Interpreter Spotlight: Meet Luisa Alvizu
Luisa Alvizu is a Spanish language interpreter in medical settings. This is the latest in our series of blog posts highlighting the variety of careers available in the field of interpreting, and the variety of professional language specialists who work as Liberty interpreters.
How long have you been working as an interpreter, and in what languages?
I am new to the field: I began working as a Spanish language interpreter in medical settings in September 2021.
Why did you choose this profession?
I was looking for a job in which I could use my medical background, my language skills as well as my passion for helping people. Interpreting combines all three for a perfect fit!
How did you get started as an interpreter?
A good friend of mine told me about Liberty Language Services and advised me to inquire about their training courses. After calling and inquiring, I chose to take Liberty’s 40-hour, online Professional Medical Interpreter training course, started working with them, and the rest is history!
Do you remember your first interpreting assignment?

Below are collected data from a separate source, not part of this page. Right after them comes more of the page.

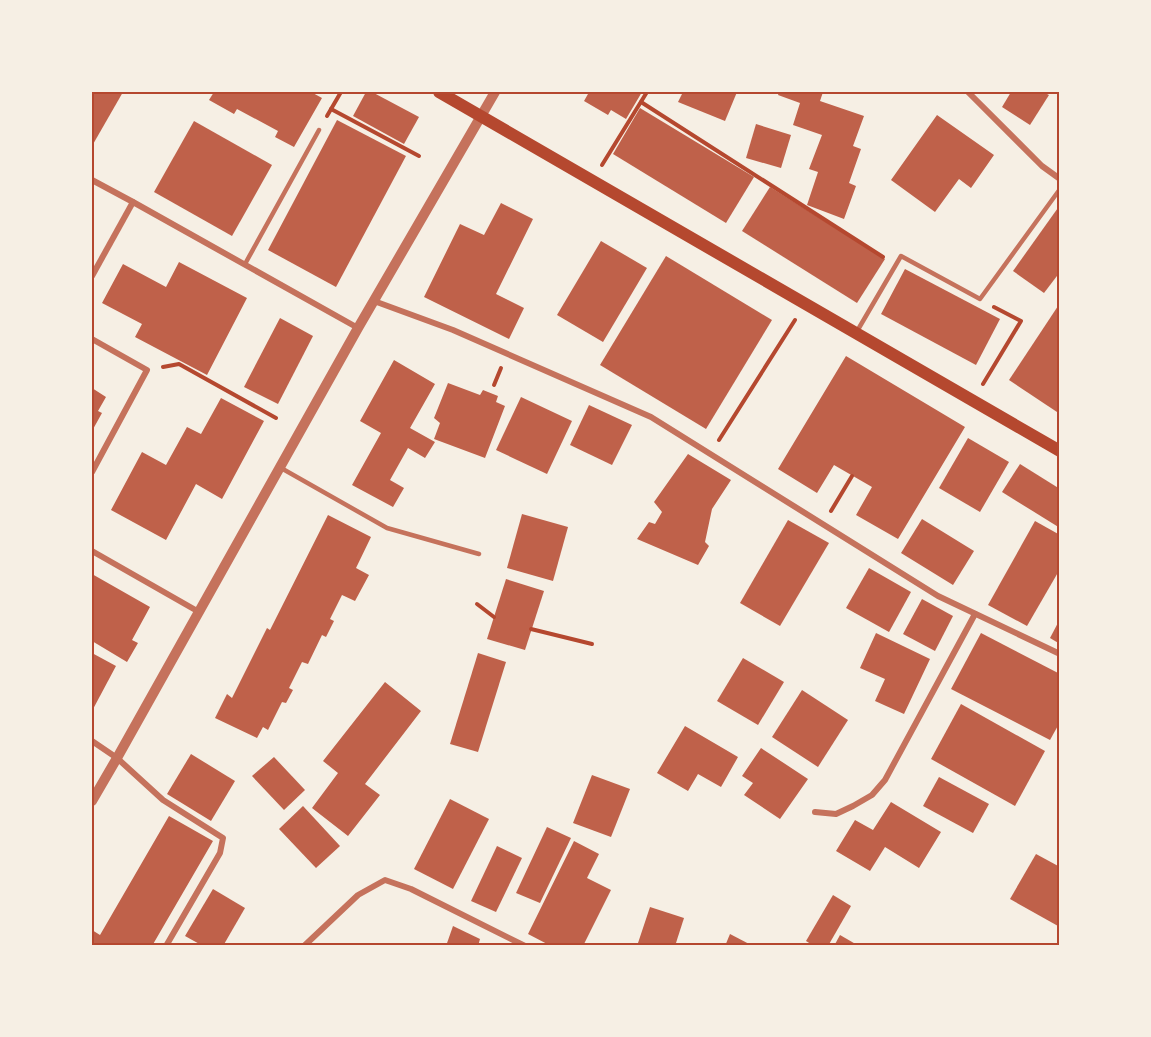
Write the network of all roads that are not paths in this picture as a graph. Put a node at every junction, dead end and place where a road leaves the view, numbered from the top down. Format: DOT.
graph roads {
  1 [pos="439,92"];
  2 [pos="495,92"];
  3 [pos="968,92"];
  4 [pos="481,116"];
  5 [pos="320,130"];
  6 [pos="1059,179"];
  7 [pos="92,180"];
  8 [pos="1059,189"];
  9 [pos="134,202"];
  10 [pos="245,264"];
  11 [pos="92,276"];
  12 [pos="374,301"];
  13 [pos="358,328"];
  14 [pos="856,333"];
  15 [pos="92,339"];
  16 [pos="1059,451"];
  17 [pos="279,467"];
  18 [pos="92,472"];
  19 [pos="92,551"];
  20 [pos="478,554"];
  21 [pos="199,612"];
  22 [pos="975,614"];
  23 [pos="1059,654"];
  24 [pos="92,741"];
  25 [pos="117,758"];
  26 [pos="92,801"];
  27 [pos="815,812"];
  28 [pos="166,945"];
  29 [pos="304,945"];
  30 [pos="525,945"];
  1 -- 4 [label="main road"];
  2 -- 4 [label="street"];
  3 -- 6 [label="street"];
  4 -- 12 [label="street"];
  4 -- 14 [label="main road"];
  5 -- 10 [label="lane"];
  7 -- 9 [label="street"];
  8 -- 14 [label="lane"];
  9 -- 10 [label="street"];
  9 -- 11 [label="street"];
  10 -- 13 [label="street"];
  12 -- 13 [label="street"];
  12 -- 22 [label="street"];
  13 -- 17 [label="street"];
  14 -- 16 [label="main road"];
  15 -- 18 [label="street"];
  17 -- 20 [label="lane"];
  17 -- 21 [label="street"];
  19 -- 21 [label="street"];
  21 -- 25 [label="street"];
  22 -- 23 [label="street"];
  22 -- 27 [label="street"];
  24 -- 25 [label="street"];
  25 -- 26 [label="street"];
  25 -- 28 [label="street"];
  29 -- 30 [label="street"];
}
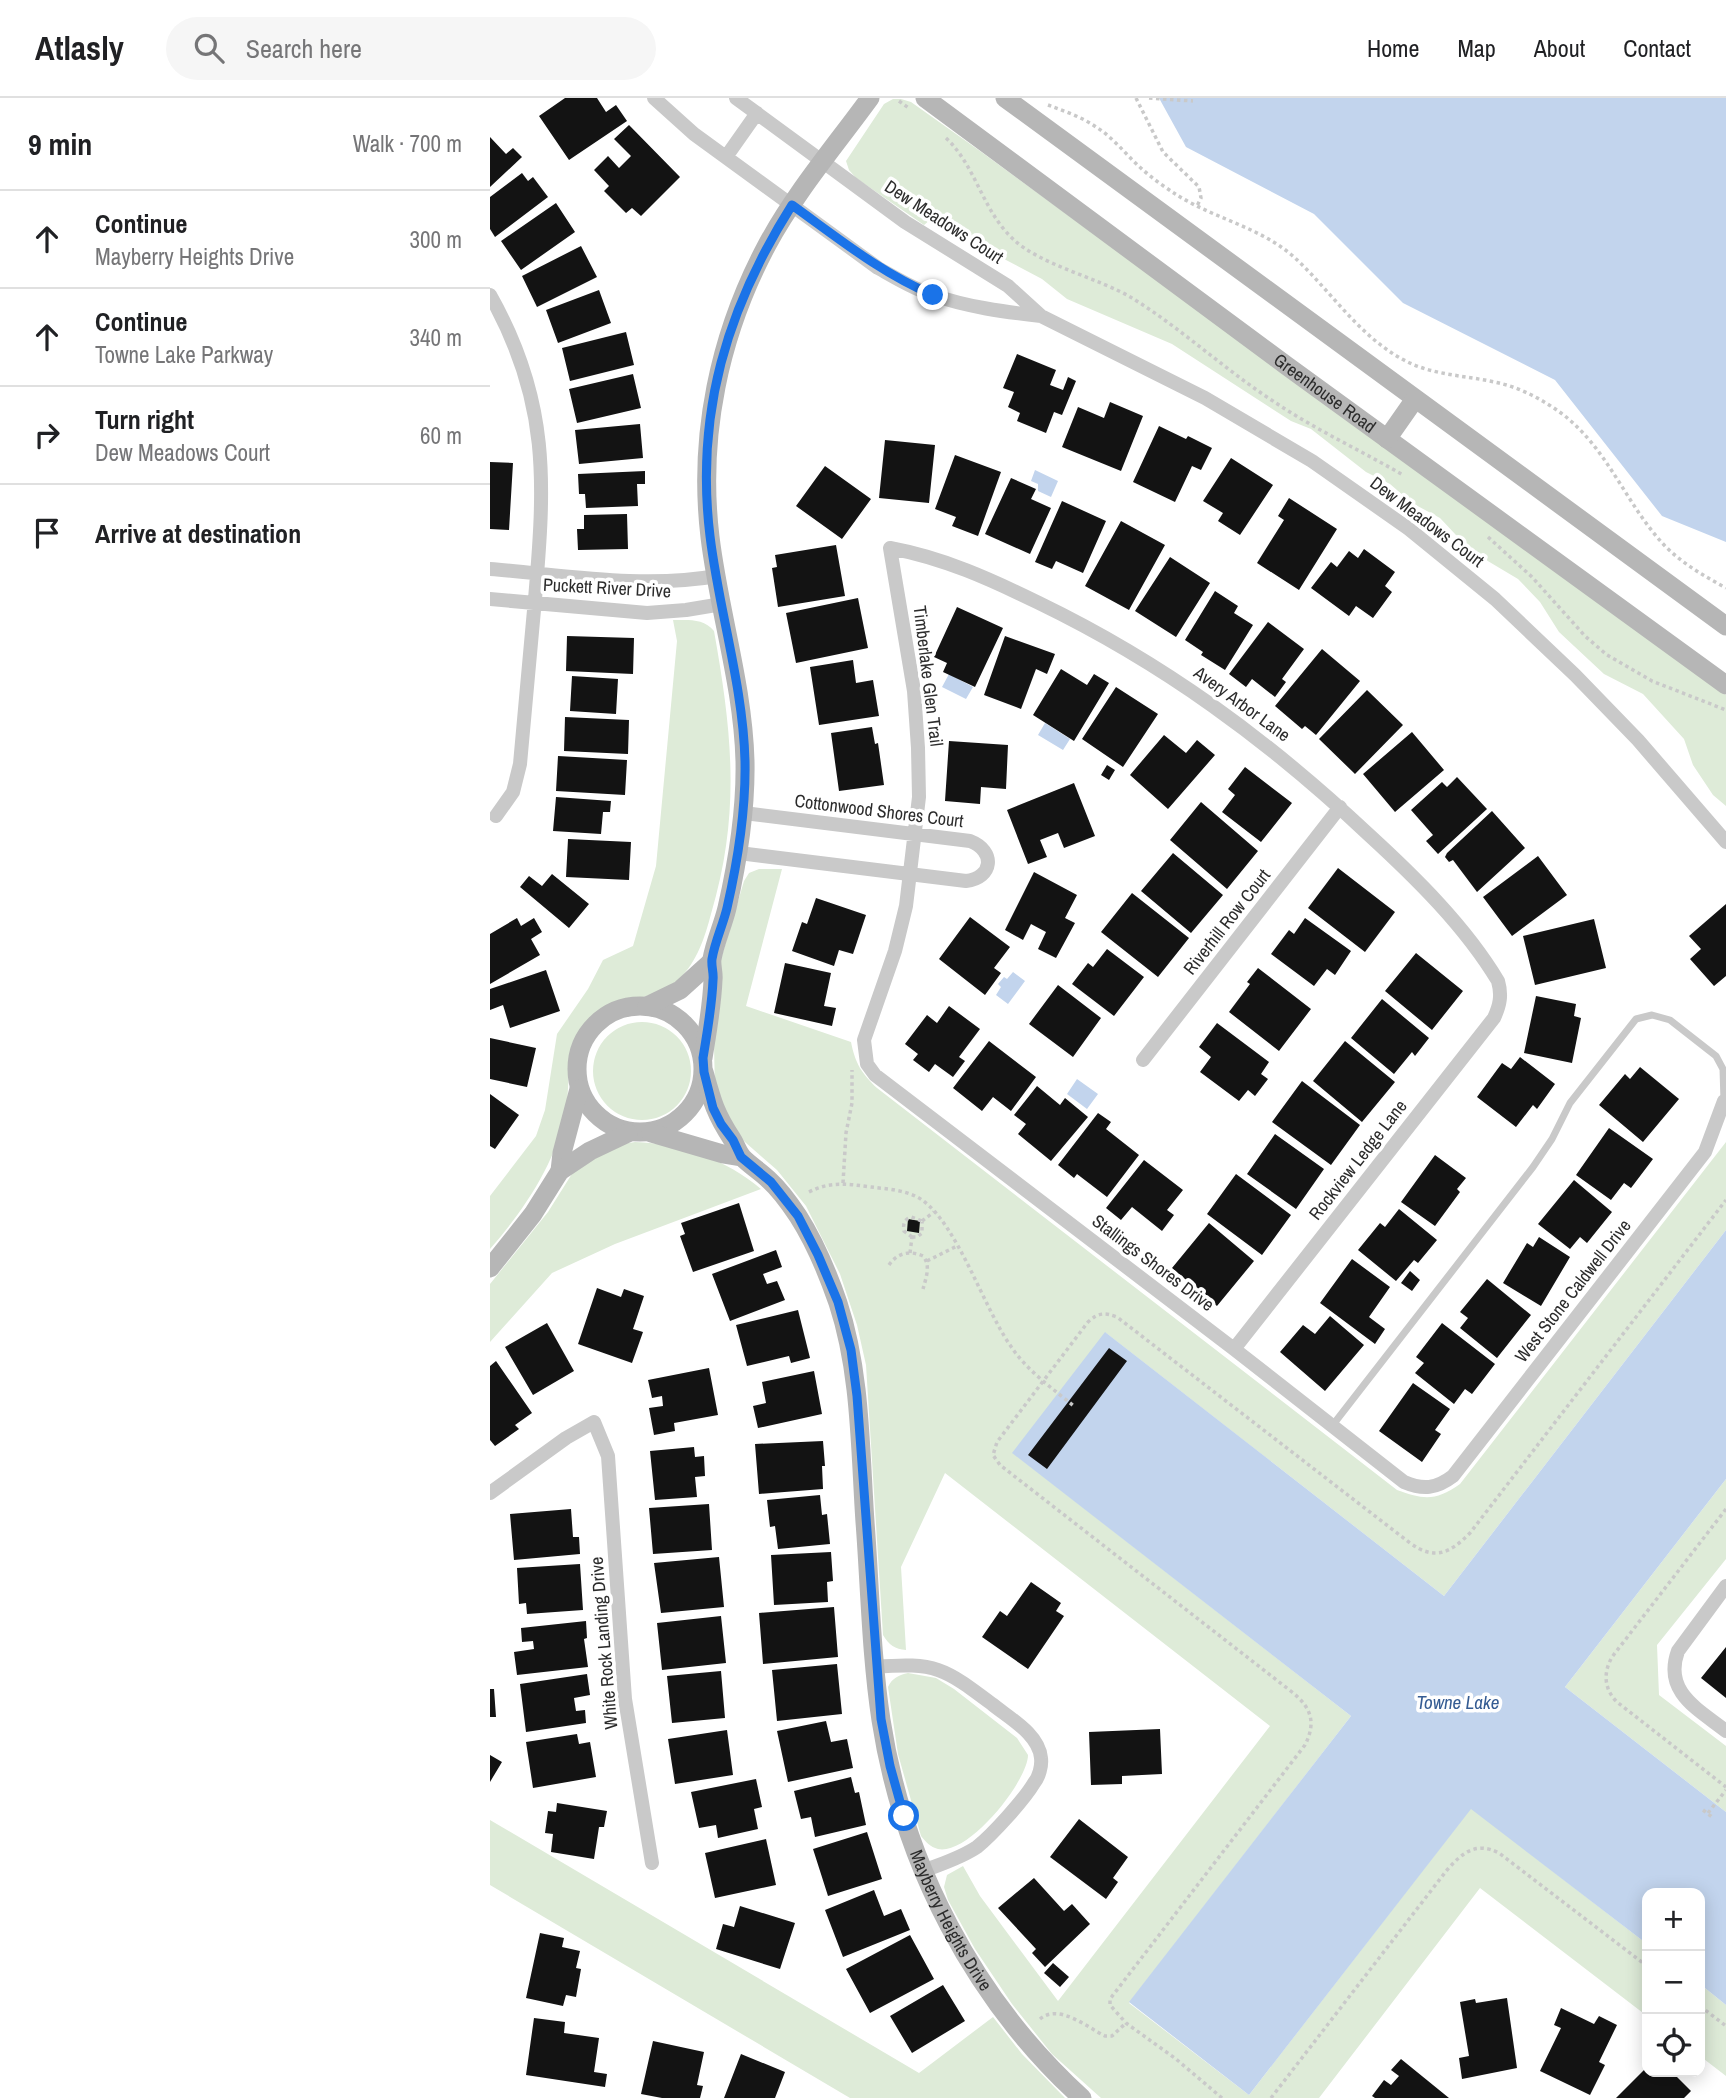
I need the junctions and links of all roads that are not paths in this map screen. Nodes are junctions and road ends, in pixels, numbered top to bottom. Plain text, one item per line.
1 (654, 98) edge
2 (736, 98) edge
3 (870, 98) edge
4 (1005, 98) edge
5 (917, 104) edge
6 (757, 113) junction
7 (726, 157) junction
8 (823, 162) junction
9 (792, 205) junction
10 (490, 295) edge
11 (1041, 316) junction
12 (496, 318) edge
13 (1415, 399) junction
14 (1387, 439) junction
15 (890, 548) joint
16 (490, 569) edge
17 (717, 576) junction
18 (536, 588) junction
19 (490, 599) edge
20 (722, 604) junction
21 (1726, 626) edge
22 (1726, 685) edge
23 (1340, 807) junction
24 (744, 813) junction
25 (496, 816) dead end
26 (915, 834) junction
27 (1726, 842) edge
28 (738, 853) junction
29 (911, 874) junction
30 (711, 962) junction
31 (1501, 990) joint
32 (647, 1006) junction
33 (864, 1053) joint
34 (1143, 1060) dead end
35 (703, 1065) junction
36 (579, 1089) junction
37 (1724, 1101) joint
38 (628, 1133) junction
39 (651, 1133) junction
40 (741, 1157) junction
41 (560, 1171) junction
42 (490, 1268) edge
43 (1234, 1349) junction
44 (1332, 1426) junction
45 (1431, 1488) joint
46 (490, 1493) edge
47 (1726, 1586) edge
48 (875, 1667) junction
49 (1726, 1731) edge
50 (652, 1863) dead end
51 (923, 1871) junction
52 (1082, 2098) edge

1 - 7 street, Dew Meadows Court
2 - 6 street, Dew Meadows Court
3 - 8 street
4 - 13 street
5 - 14 street, Greenhouse Road
6 - 7 street
6 - 8 street, Dew Meadows Court
7 - 9 street, Dew Meadows Court
8 - 9 street
8 - 11 street, Dew Meadows Court
9 - 11 street, Dew Meadows Court
9 - 17 street
10 - 12 street
11 - 27 street, Dew Meadows Court
12 - 18 street
13 - 14 street
13 - 21 street
14 - 22 street, Greenhouse Road
15 - 23 street, Avery Arbor Lane
15 - 26 street, Timberlake Glen Trail
16 - 18 street, Puckett River Drive
17 - 18 street, Puckett River Drive
17 - 20 street
18 - 19 street, Puckett River Drive
18 - 20 street, Puckett River Drive
18 - 25 street
20 - 24 street
23 - 31 street, Avery Arbor Lane
23 - 34 street, Riverhill Row Court
24 - 26 street, Cottonwood Shores Court
24 - 28 street
26 - 29 street, Timberlake Glen Trail
26 - 29 street, Cottonwood Shores Court
28 - 29 street, Cottonwood Shores Court
28 - 30 street
29 - 33 street, Timberlake Glen Trail
30 - 32 street
30 - 35 street
31 - 43 street, Rockview Ledge Lane
32 - 35 street
32 - 36 street
33 - 43 street, Stallings Shores Drive
35 - 39 street
35 - 40 street, Mayberry Heights Drive
36 - 38 street
36 - 41 street
37 - 44 lane
37 - 45 street, West Stone Caldwell Drive
38 - 39 street
38 - 41 street
39 - 40 street, Mayberry Heights Drive
40 - 48 street, Mayberry Heights Drive
41 - 42 street
43 - 44 street, Stallings Shores Drive
44 - 45 street, Stallings Shores Drive
46 - 50 street, White Rock Landing Drive
47 - 49 street
48 - 51 street, Mayberry Heights Drive
48 - 51 street
51 - 52 street, Mayberry Heights Drive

I can’t forget it! It was at a rehabilitation hospital in Tacoma Park, MD. It is really far away from my house, and still I accepted it…I was ready to start! After that day, I knew I found my professional niche, my new career.
How do you prepare for your assignments?
I found the most important thing is to have my vouchers ready the night before. I check to be sure my badge is with me and calculate the time needed to arrive at the location at least 10 minutes before the start time. A former professor told me once: “If you are early, you are on time; if you are on time, you’re late!”
Do you recommend any app or tool that is helpful for new interpreters?
The only app I use is a Spanish English dictionary, for those times when I need to be sure I use a medical term or other word correctly.
How do you develop and maintain your professional skills?
I develop and maintain my skills by practicing with the consistent intention of improving with each assignment. I keep a notebook with me and write down words or questions when they emerge, and go back later to review if needed. Liberty’s variety of courses on interpretation are also important tools to grow into this career.
What do you think is the most important thing you should do to be a successful interpreter?
I think it’s really important to maintain an objective, caring and professional presence throughout every assignment; treat the opportunity that has been given to us with honor and respect for the patient and provider; and last but not least, remember that what we do is very important, since we become a bridge of crucial information to be delivered with accuracy.
What would you like changed or improved in the interpreting industry?
Unless we find a full time job, which is rare, we don’t have stability and benefits. The standards for training and choosing interpreters should be closely observed and followed, and I believe supervision of on-site performance could help with quality of service.
What was the most memorable interpreting experience you’ve had?
There is uniqueness in every assignment. Every provider and client are different, as well as the different settings and situations. It may sound funny, but at the end of every day, I meditate on the lesson I get from every experience as an interpreter, and believe me, there is always something new. I tell my children that I found a profession where they pay me to feel happy with myself and with what I do. Isn’t it amazing?!